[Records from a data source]

Start of Block

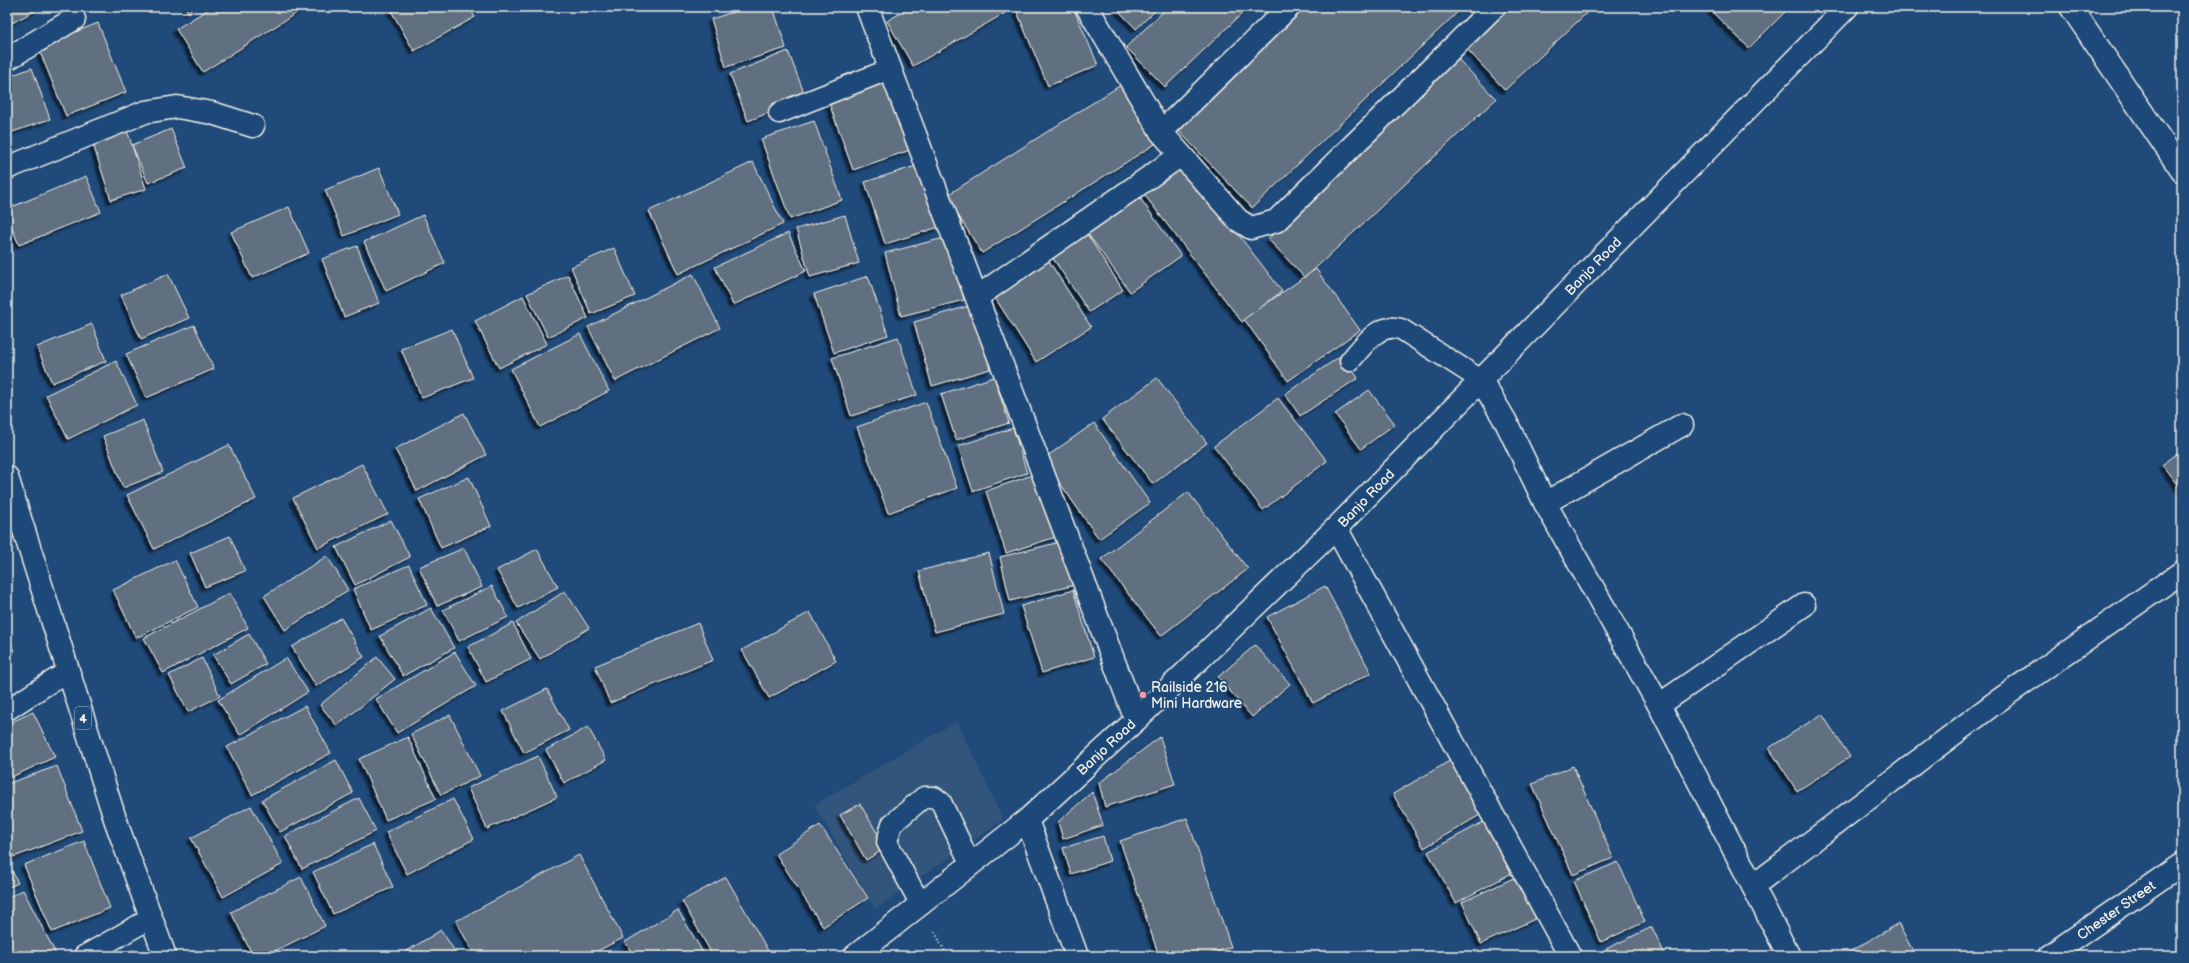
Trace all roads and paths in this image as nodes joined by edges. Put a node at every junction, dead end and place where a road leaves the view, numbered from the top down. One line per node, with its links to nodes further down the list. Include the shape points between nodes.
1 (867, 7): 9 (main road)
2 (1289, 7): 12 (main road)
3 (1494, 7): 13 (main road, via 1276,221 1251,228 1238,220)
4 (1847, 7): 18 (main road, Banjo Road)
5 (2071, 7): 15 (main road)
6 (1088, 8): 12 (main road)
7 (74, 18): 8 (main road)
8 (7, 58)
9 (890, 69): 10 (lane); 16 (main road)
10 (779, 113)
11 (253, 126): 14 (main road, via 212,113 177,108 145,112)
12 (1161, 132): 13 (main road)
13 (1181, 155): 16 (main road)
14 (7, 168)
15 (2182, 171)
16 (977, 297): 28 (main road)
17 (1350, 361): 18 (lane, via 1379,330 1394,327)
18 (1481, 380): 21 (main road, via 1506,422); 22 (main road, Banjo Road)
19 (1682, 424): 21 (main road)
20 (7, 477): 25 (main road, 4)
21 (1545, 503): 26 (main road)
22 (1336, 528): 28 (main road, Banjo Road); 39 (main road)
23 (2181, 575): 32 (main road, via 1992,705)
24 (1804, 605): 26 (main road)
25 (68, 672): 27 (lane); 34 (main road, 4, via 116,822)
26 (1659, 705): 32 (main road)
27 (7, 710)
28 (1136, 720): 29 (main road, Banjo Road)
29 (1027, 820): 31 (main road, Banjo Road); 38 (main road)
30 (2182, 864): 41 (main road, Chester Street)
31 (971, 865): 33 (main road, Banjo Road); 33 (lane, via 940,802 934,797 924,797 892,824 888,833 888,842)
32 (1753, 886): 40 (main road)
33 (921, 905): 37 (main road, Banjo Road)
34 (151, 918): 35 (lane); 36 (main road, 4)
35 (84, 956)
36 (165, 956)
37 (855, 956)
38 (1077, 956)
39 (1570, 956)
40 (1789, 956)
41 (2049, 956)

End of Block

* What to work on
What is wanted is a verbatim transcription of every record above, pictures excluded.

* Task response
Trace all roads and paths in this image as nodes joined by edges. Put a node at every junction, dead end and place where a road leaves the view, numbered from the top down. One line per node, with its links to nodes further down the list. Include the shape points between nodes.
1 (867, 7): 9 (main road)
2 (1289, 7): 12 (main road)
3 (1494, 7): 13 (main road, via 1276,221 1251,228 1238,220)
4 (1847, 7): 18 (main road, Banjo Road)
5 (2071, 7): 15 (main road)
6 (1088, 8): 12 (main road)
7 (74, 18): 8 (main road)
8 (7, 58)
9 (890, 69): 10 (lane); 16 (main road)
10 (779, 113)
11 (253, 126): 14 (main road, via 212,113 177,108 145,112)
12 (1161, 132): 13 (main road)
13 (1181, 155): 16 (main road)
14 (7, 168)
15 (2182, 171)
16 (977, 297): 28 (main road)
17 (1350, 361): 18 (lane, via 1379,330 1394,327)
18 (1481, 380): 21 (main road, via 1506,422); 22 (main road, Banjo Road)
19 (1682, 424): 21 (main road)
20 (7, 477): 25 (main road, 4)
21 (1545, 503): 26 (main road)
22 (1336, 528): 28 (main road, Banjo Road); 39 (main road)
23 (2181, 575): 32 (main road, via 1992,705)
24 (1804, 605): 26 (main road)
25 (68, 672): 27 (lane); 34 (main road, 4, via 116,822)
26 (1659, 705): 32 (main road)
27 (7, 710)
28 (1136, 720): 29 (main road, Banjo Road)
29 (1027, 820): 31 (main road, Banjo Road); 38 (main road)
30 (2182, 864): 41 (main road, Chester Street)
31 (971, 865): 33 (main road, Banjo Road); 33 (lane, via 940,802 934,797 924,797 892,824 888,833 888,842)
32 (1753, 886): 40 (main road)
33 (921, 905): 37 (main road, Banjo Road)
34 (151, 918): 35 (lane); 36 (main road, 4)
35 (84, 956)
36 (165, 956)
37 (855, 956)
38 (1077, 956)
39 (1570, 956)
40 (1789, 956)
41 (2049, 956)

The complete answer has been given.